Milho: chuvas e risco de geadas sustentam preços do grão, diz Safras

O mercado brasileiro de milho registrou preços firmes nesta quinta-feira, dia 23, mais uma vez. Segundo o consultor da consultoria Safras & Mercado, Paulo Molinari, com as chuvas e risco de geadas, houve  sustentação para as cotações.

Já em Chicago, a Bolsa de Mercadorias (CBOT) para o grão fechou com preços mais baixos. O mercado caiu pela primeira vez em nove sessões, realizando lucros após os ganhos consideráveis. A confirmação do auxílio do Departamento de Agricultura dos Estados Unidos(USDA) a produtores  norte-americanos deve encorajar o plantio do milho, apesar do clima adverso.

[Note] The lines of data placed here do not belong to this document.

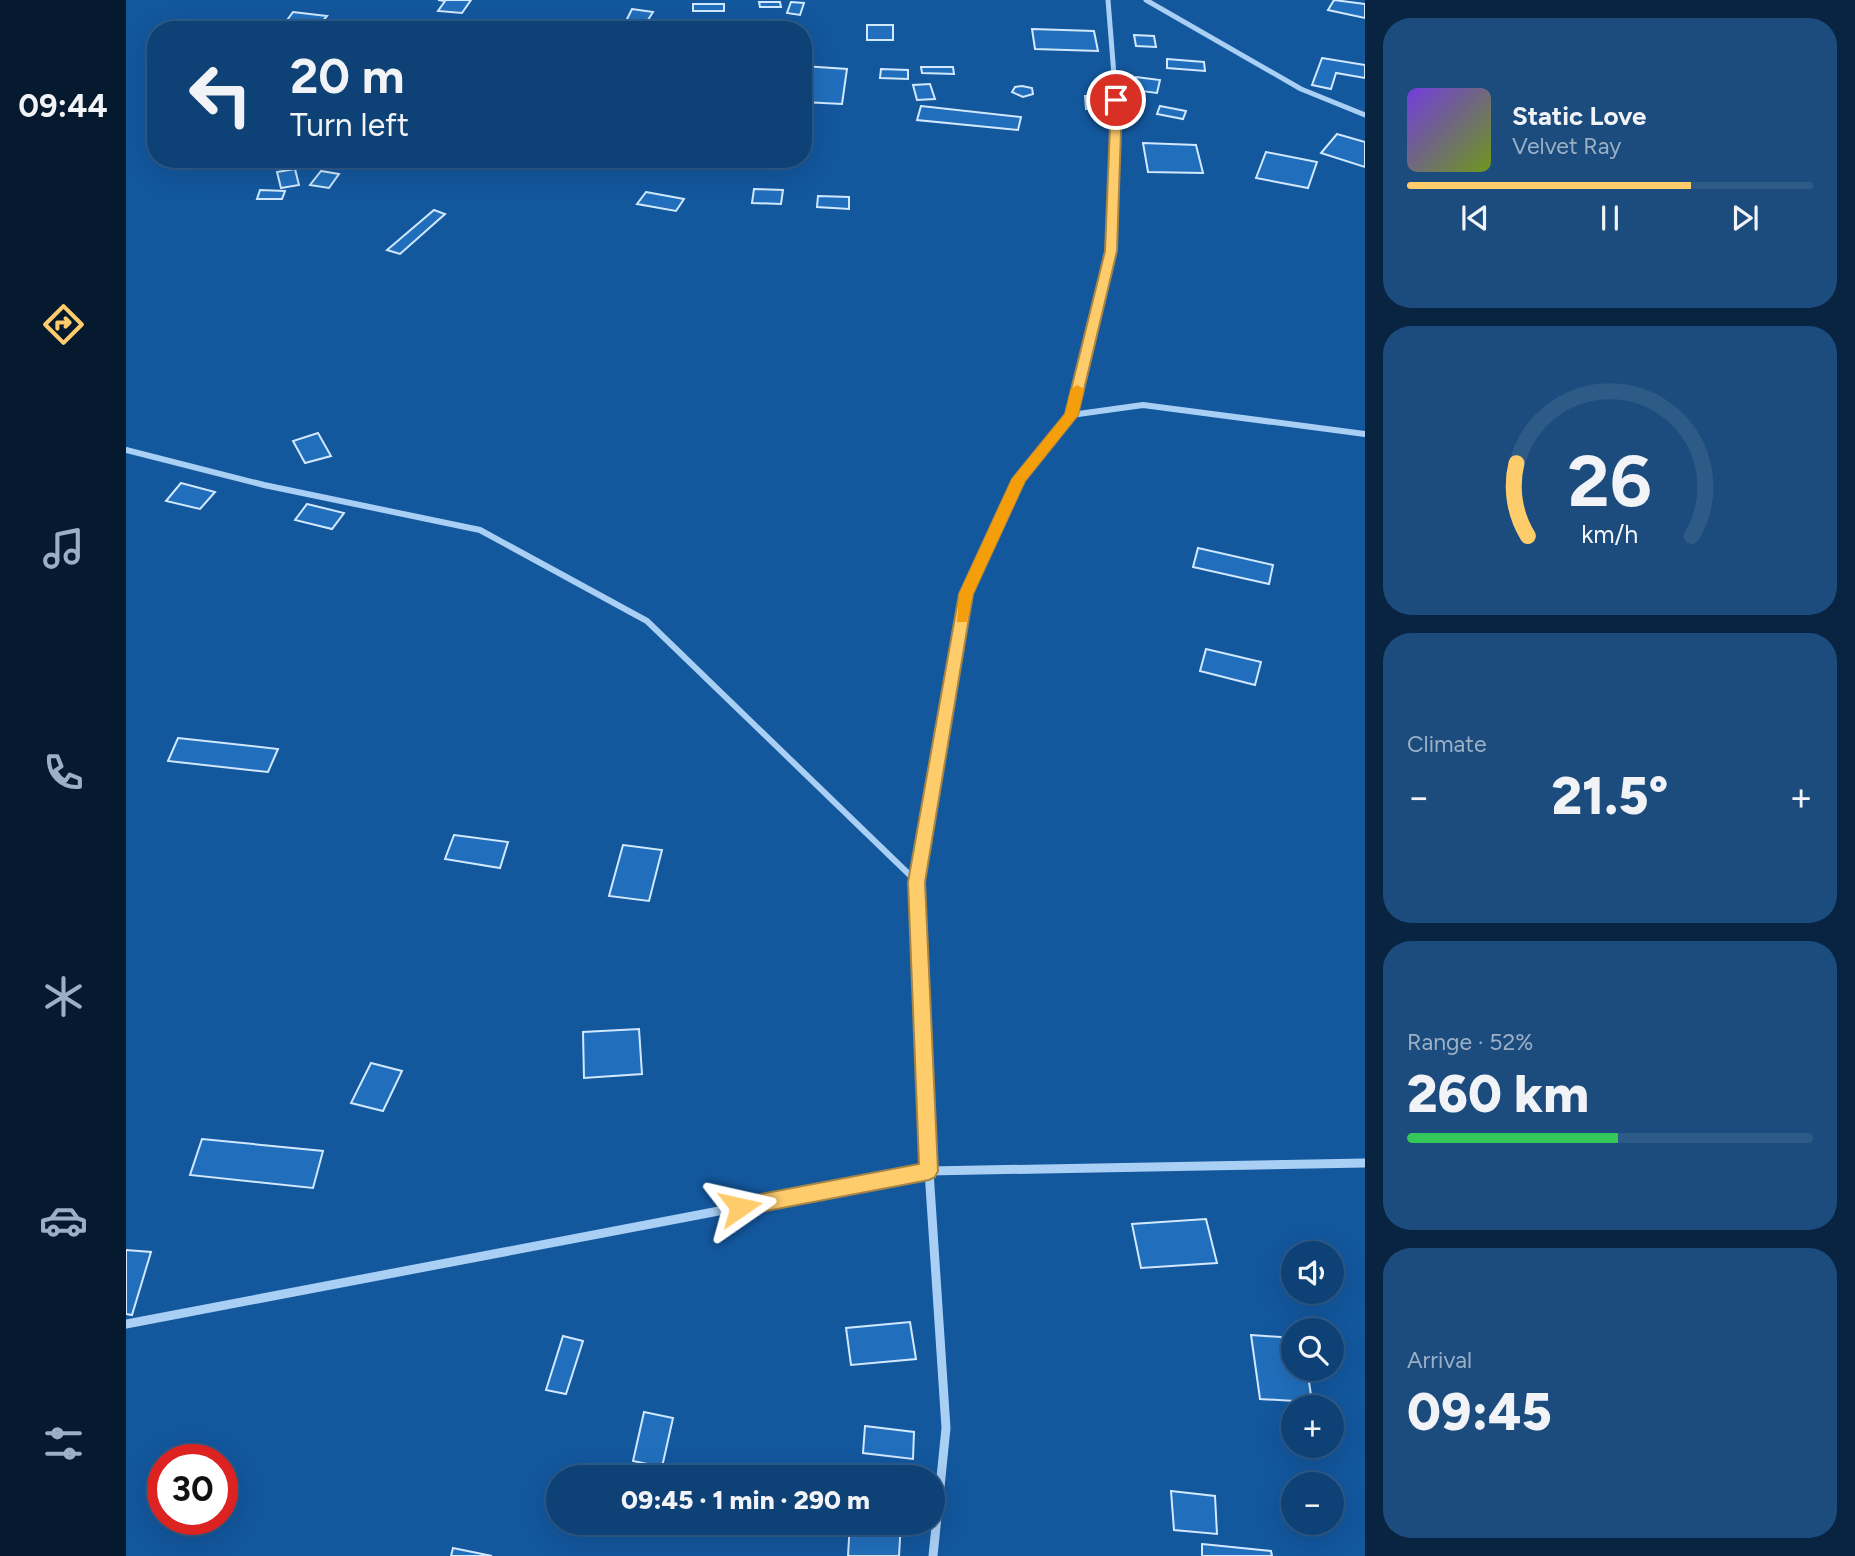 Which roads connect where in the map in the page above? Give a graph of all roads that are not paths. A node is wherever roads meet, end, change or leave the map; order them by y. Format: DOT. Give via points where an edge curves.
graph roads {
  1 [pos="1108,0"];
  2 [pos="1146,0"];
  3 [pos="1365,116"];
  4 [pos="1071,415"];
  5 [pos="1365,434"];
  6 [pos="126,450"];
  7 [pos="917,882"];
  8 [pos="1365,1163"];
  9 [pos="929,1171"];
  10 [pos="126,1324"];
  11 [pos="933,1556"];
  1 -- 4 [label="street" via="1116,100 1111,251"];
  2 -- 3 [label="street" via="1301,89"];
  4 -- 5 [label="street" via="1143,405"];
  4 -- 7 [label="street" via="1019,479 966,594"];
  6 -- 7 [label="street" via="492,536 646,621"];
  7 -- 9 [label="street"];
  8 -- 9 [label="street"];
  9 -- 10 [label="street"];
  9 -- 11 [label="street" via="946,1427"];
} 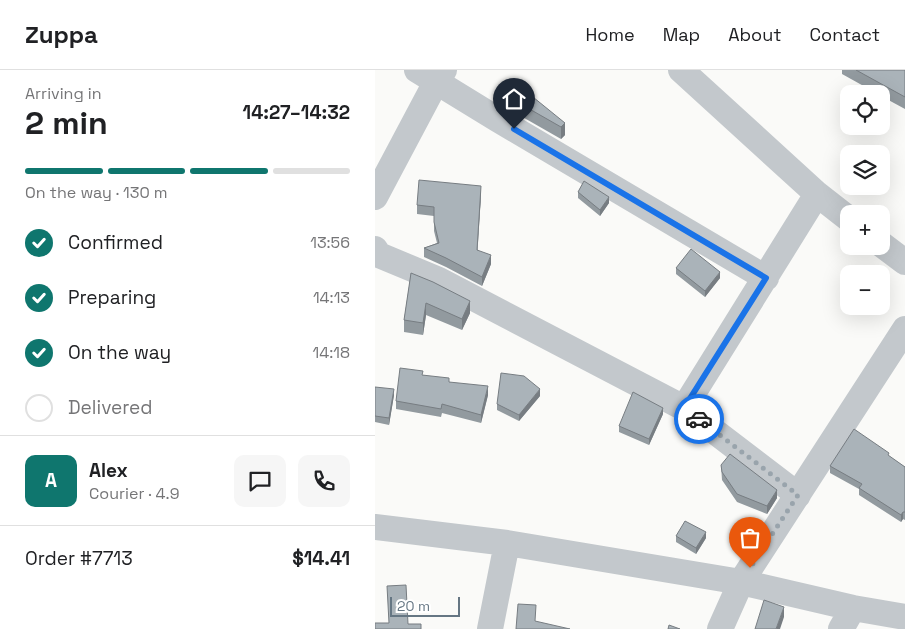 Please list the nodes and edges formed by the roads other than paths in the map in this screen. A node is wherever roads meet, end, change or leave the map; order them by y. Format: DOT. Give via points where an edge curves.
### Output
graph roads {
  1 [pos="681,70"];
  2 [pos="432,74"];
  3 [pos="817,194"];
  4 [pos="375,197"];
  5 [pos="840,212"];
  6 [pos="375,249"];
  7 [pos="890,251"];
  8 [pos="905,262"];
  9 [pos="766,278"];
  10 [pos="905,329"];
  11 [pos="684,408"];
  12 [pos="798,495"];
  13 [pos="375,527"];
  14 [pos="507,543"];
  15 [pos="741,582"];
  16 [pos="905,617"];
  17 [pos="847,619"];
  18 [pos="490,629"];
  19 [pos="720,629"];
  1 -- 3 [label="street"];
  2 -- 4 [label="street"];
  2 -- 9 [label="street" via="497,120"];
  3 -- 5 [label="street"];
  3 -- 9 [label="street"];
  6 -- 11 [label="street" via="379,255 439,280"];
  7 -- 8 [label="street"];
  9 -- 11 [label="street"];
  10 -- 12 [label="street"];
  11 -- 12 [label="street"];
  12 -- 15 [label="street"];
  13 -- 14 [label="street"];
  14 -- 15 [label="street"];
  14 -- 18 [label="street"];
  15 -- 17 [label="street"];
  15 -- 19 [label="street"];
  16 -- 17 [label="street"];
} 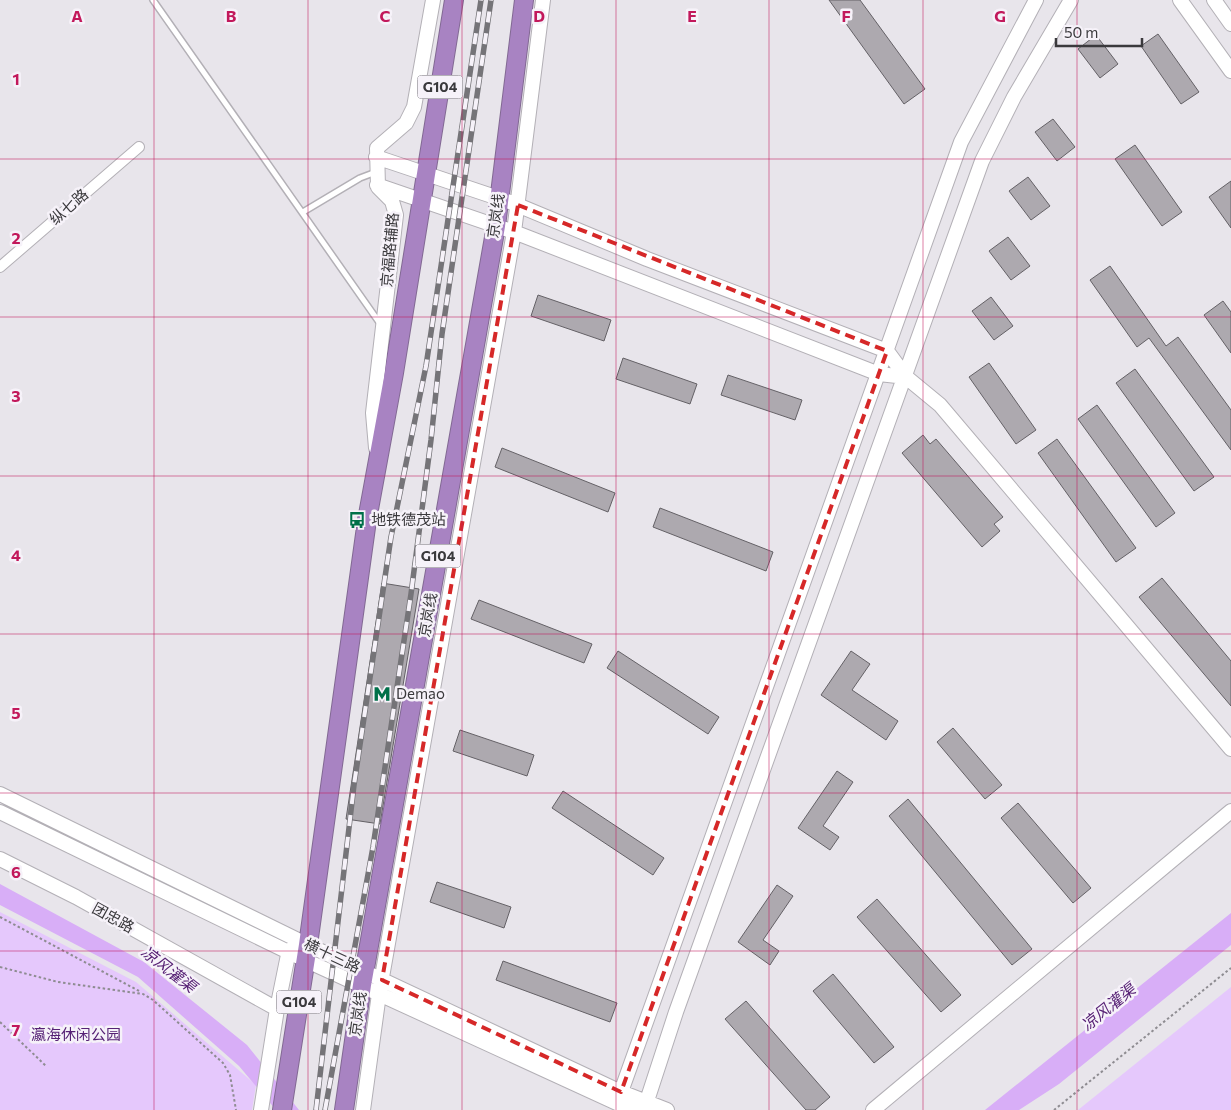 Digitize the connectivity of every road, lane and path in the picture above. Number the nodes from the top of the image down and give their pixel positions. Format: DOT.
graph roads {
  1 [pos="153,0"];
  2 [pos="432,0"];
  3 [pos="454,0"];
  4 [pos="524,0"];
  5 [pos="543,0"];
  6 [pos="1036,0"];
  7 [pos="1071,0"];
  8 [pos="1180,0"];
  9 [pos="1214,0"];
  10 [pos="1231,24"];
  11 [pos="1231,71"];
  12 [pos="138,147"];
  13 [pos="376,157"];
  14 [pos="426,173"];
  15 [pos="377,178"];
  16 [pos="499,198"];
  17 [pos="422,201"];
  18 [pos="518,205"];
  19 [pos="302,212"];
  20 [pos="496,226"];
  21 [pos="514,232"];
  22 [pos="0,267"];
  23 [pos="382,326"];
  24 [pos="887,351"];
  25 [pos="879,374"];
  26 [pos="906,377"];
  27 [pos="378,462"];
  28 [pos="1231,749"];
  29 [pos="0,794"];
  30 [pos="1231,811"];
  31 [pos="0,812"];
  32 [pos="0,859"];
  33 [pos="0,917"];
  34 [pos="289,950"];
  35 [pos="306,952"];
  36 [pos="0,967"];
  37 [pos="1231,968"];
  38 [pos="364,978"];
  39 [pos="382,980"];
  40 [pos="143,994"];
  41 [pos="379,994"];
  42 [pos="277,1009"];
  43 [pos="0,1022"];
  44 [pos="46,1066"];
  45 [pos="619,1097"];
  46 [pos="645,1105"];
  47 [pos="236,1110"];
  48 [pos="261,1110"];
  49 [pos="282,1110"];
  50 [pos="344,1110"];
  51 [pos="363,1110"];
  52 [pos="632,1110"];
  53 [pos="667,1110"];
  54 [pos="873,1110"];
  55 [pos="1054,1110"];
  1 -- 19 [label="lane"];
  2 -- 13 [label="street"];
  3 -- 14 [label="highway, G104"];
  4 -- 16 [label="highway, 京岚线 / G104"];
  5 -- 18 [label="street"];
  6 -- 24 [label="street"];
  7 -- 26 [label="street"];
  8 -- 11 [label="street"];
  9 -- 10 [label="street"];
  12 -- 22 [label="street, 纵七路"];
  13 -- 14 [label="street"];
  13 -- 15 [label="street"];
  14 -- 16 [label="street"];
  14 -- 17 [label="highway, G104"];
  15 -- 17 [label="street"];
  15 -- 19 [label="lane"];
  15 -- 23 [label="street, 京福路辅路"];
  16 -- 18 [label="street"];
  16 -- 20 [label="highway, 京岚线 / G104"];
  17 -- 20 [label="street"];
  17 -- 27 [label="highway, G104"];
  18 -- 21 [label="street"];
  18 -- 24 [label="street"];
  19 -- 23 [label="lane"];
  20 -- 21 [label="street"];
  20 -- 38 [label="highway, 京岚线 / G104"];
  21 -- 25 [label="street"];
  21 -- 39 [label="street"];
  23 -- 27 [label="street, 京福路辅路"];
  24 -- 25 [label="street"];
  24 -- 26 [label="street"];
  25 -- 26 [label="street"];
  25 -- 45 [label="street"];
  26 -- 28 [label="street"];
  26 -- 46 [label="street"];
  27 -- 35 [label="highway, G104"];
  29 -- 35 [label="street, 横十三路"];
  30 -- 54 [label="street"];
  31 -- 34 [label="street, 横十三路"];
  32 -- 42 [label="street, 团忠路"];
  33 -- 40 [label="path"];
  34 -- 35 [label="street"];
  34 -- 42 [label="street"];
  35 -- 38 [label="street, 横十三路"];
  35 -- 49 [label="highway, G104"];
  36 -- 40 [label="path"];
  37 -- 55 [label="path"];
  38 -- 39 [label="street, 横十三路"];
  38 -- 41 [label="street, 横十三路"];
  38 -- 50 [label="highway, 京岚线 / G104"];
  39 -- 41 [label="street"];
  39 -- 45 [label="street, 横十三路"];
  40 -- 47 [label="path"];
  41 -- 45 [label="street, 横十三路"];
  41 -- 51 [label="street"];
  42 -- 48 [label="street"];
  43 -- 44 [label="path"];
  45 -- 46 [label="street, 横十三路"];
  45 -- 52 [label="street, 横十三路"];
  46 -- 53 [label="street, 横十三路"];
}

As vendas líquidas norte-americanas de milho para a temporada comercial 2018/2019, que tem início no dia 1o de setembro, ficaram em 442.100 toneladas na semana encerrada em 16 de maio. O volume representa uma retração de 20% frente à semana anterior e à das últimas quatro semanas.

O maior importador foi o Japão, com 185.800 toneladas. Para a temporada 2019/2020, ficaram em 183.900  toneladas. Os analistas esperavam exportações entre 350 mil e 750 mil toneladas.

Os contratos de milho com entrega em julho de 2019 fecharam a US$ 3,89 3/4, baixa de 4,75 centavos de dólar, ou 1,2%, em relação ao fechamento anterior. A posição setembro de 2019 fechou a US$ 3,98 1/2 por bushel, recuo de 5,25  centavos de dólar, ou 1,3%, em relação ao fechamento anterior.

Câmbio

A moeda norte-americana encerrou a sessão desta quinta em alta de 0,14%, negociado a R$ 4,0460 para a compra e a R$ 4,0480 para a venda. Durante o dia, a moeda norte-americana oscilou entre a máxima de R$ 4,0720 e a mínima de R$ 4,0270.